The Internet is an increasingly popular medium for users to consume audio/video content. For example, users often use programs executing on computing devices to select videos they want to listen to and to organize their playlist according to their preferences. As such, audio/video playback programs (hereinafter ‘media players’) often provide a way for users to organize their playlist according to individual preferences. However, such programs often do not provide a method of sequencing audio/video content in an aesthetically pleasing way such that the sequence of files in a playlist provide a compelling user experience.
Media players typically try to generate an audio/video playlist (hereinafter ‘video playlist’) for a user by trying to identify videos a user may like to consume. For example, a video playback program may try to identify videos that a user may be interested in by identifying videos listed in the user's social networking system feed, by identifying videos in previous playlists created by the user, or by identifying the user's video playback history in one or more media players. However, these recommendations often result in video playlists that are ordered either chronologically or by random shuffle. Therefore, such programs fail to sequence playlists in an aesthetically pleasing way.
Some media players and information retrieval systems try to improve a chronological search result by promoting diversity within search results. Such programs produce a new ordering of a given set of items by presenting relevant results while simultaneously promoting diverse results to the top. However, in such systems, the reordering is done independent of themes presented in the retrieved documents. Thematic diversity in retrieved videos, such as metal, soft rock, pop, hip-hop may be arranged in an aesthetically pleasing way; however, such systems provide no emphasis on the order in which these themes are presented.

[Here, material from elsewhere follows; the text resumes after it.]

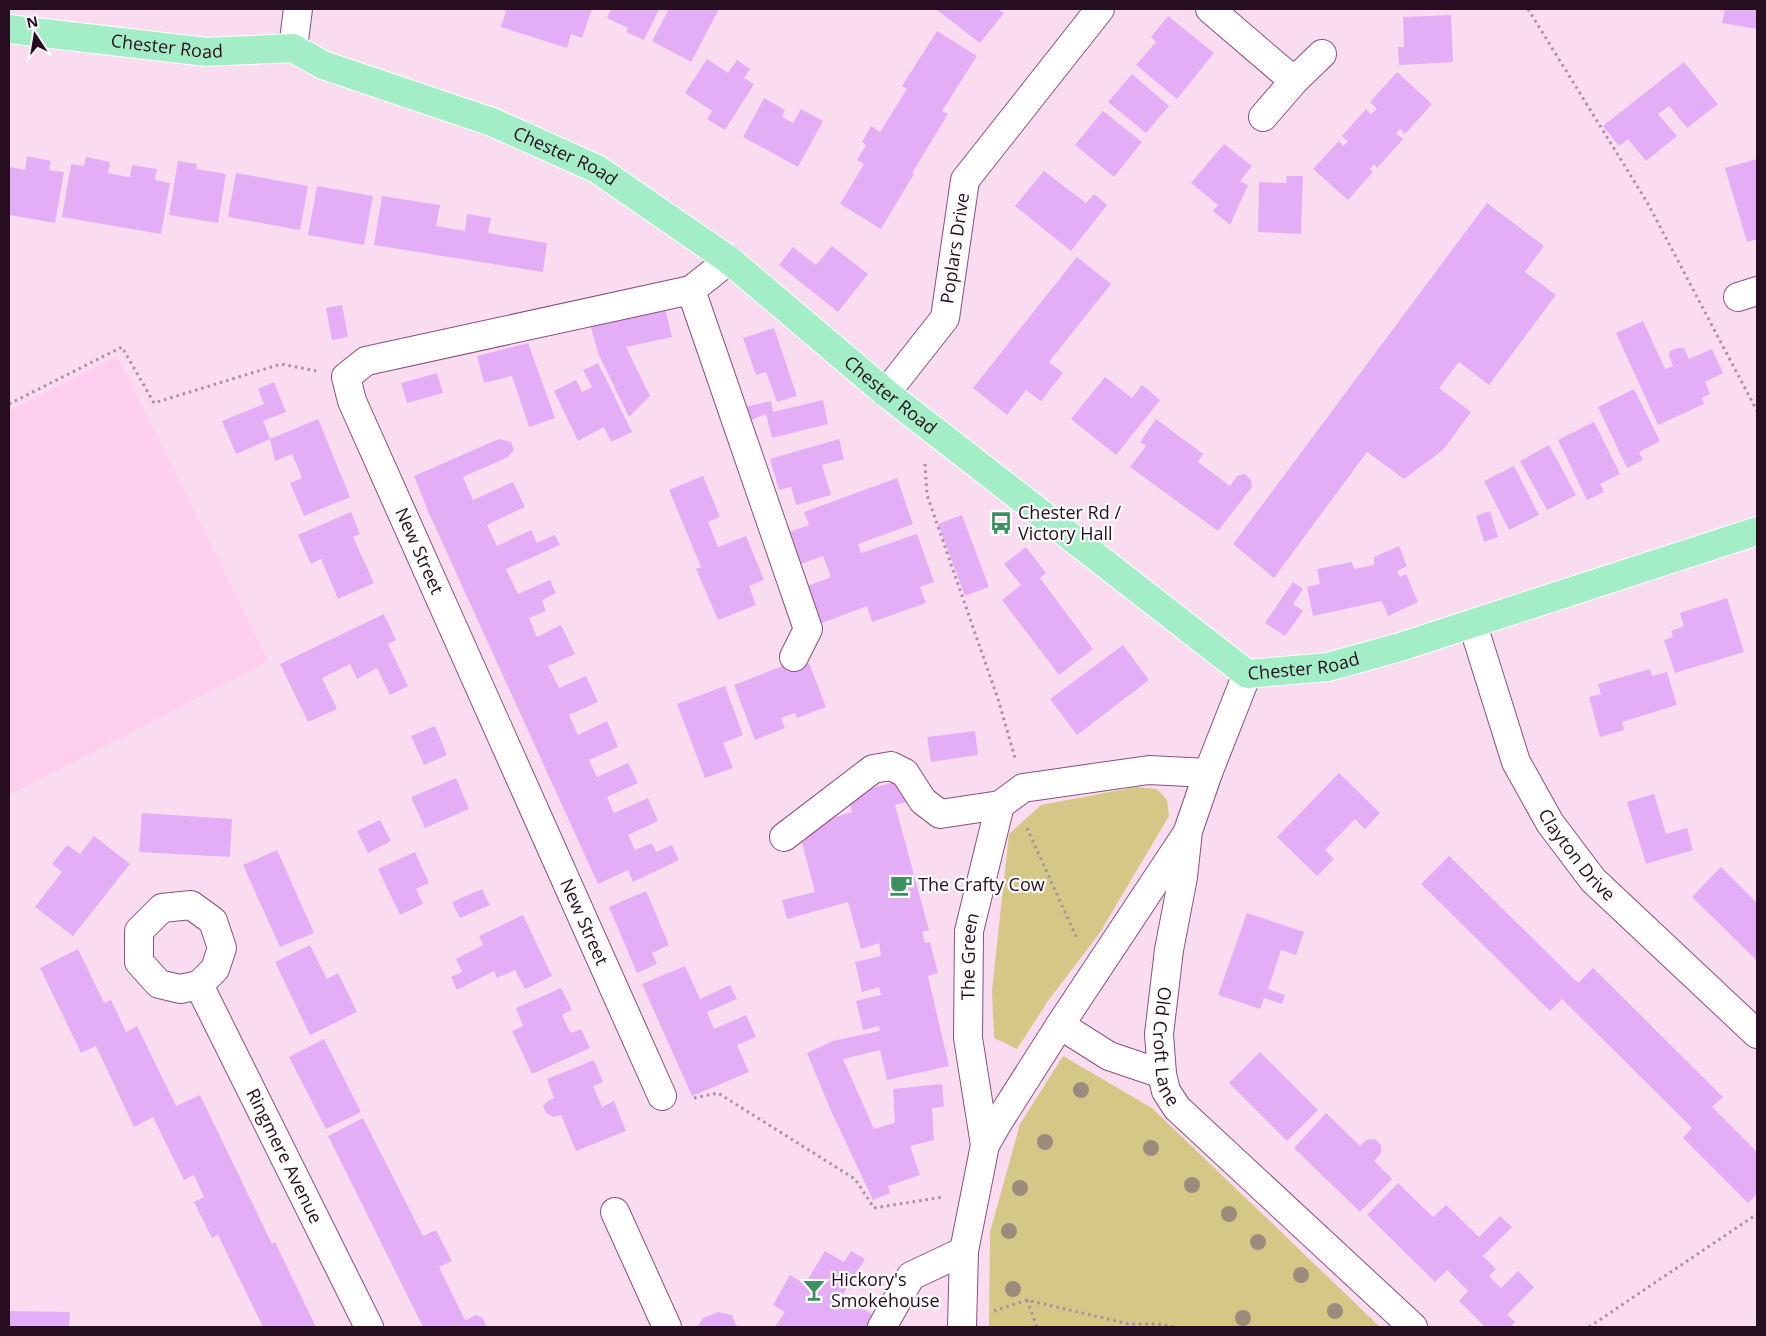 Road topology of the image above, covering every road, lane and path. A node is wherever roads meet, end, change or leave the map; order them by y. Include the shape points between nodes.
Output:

Some information retrieval programs try to sequence a playlist by stringing subsequences of videos together. For example, a program may analyze radio playlists to learn models of good subsequences of videos and assemble a playlist by stringing together subsequences from a library of video. However, such programs fail to generate a sequence of videos from a fixed set of videos which may or may not include videos used in a radio playlist subsequence. Some systems use permutation modeling to generate a sequence of videos in a playlist. However, such systems are typically complex and it is difficult to implement such modeling to sequence a large quantity of videos on a regular basis.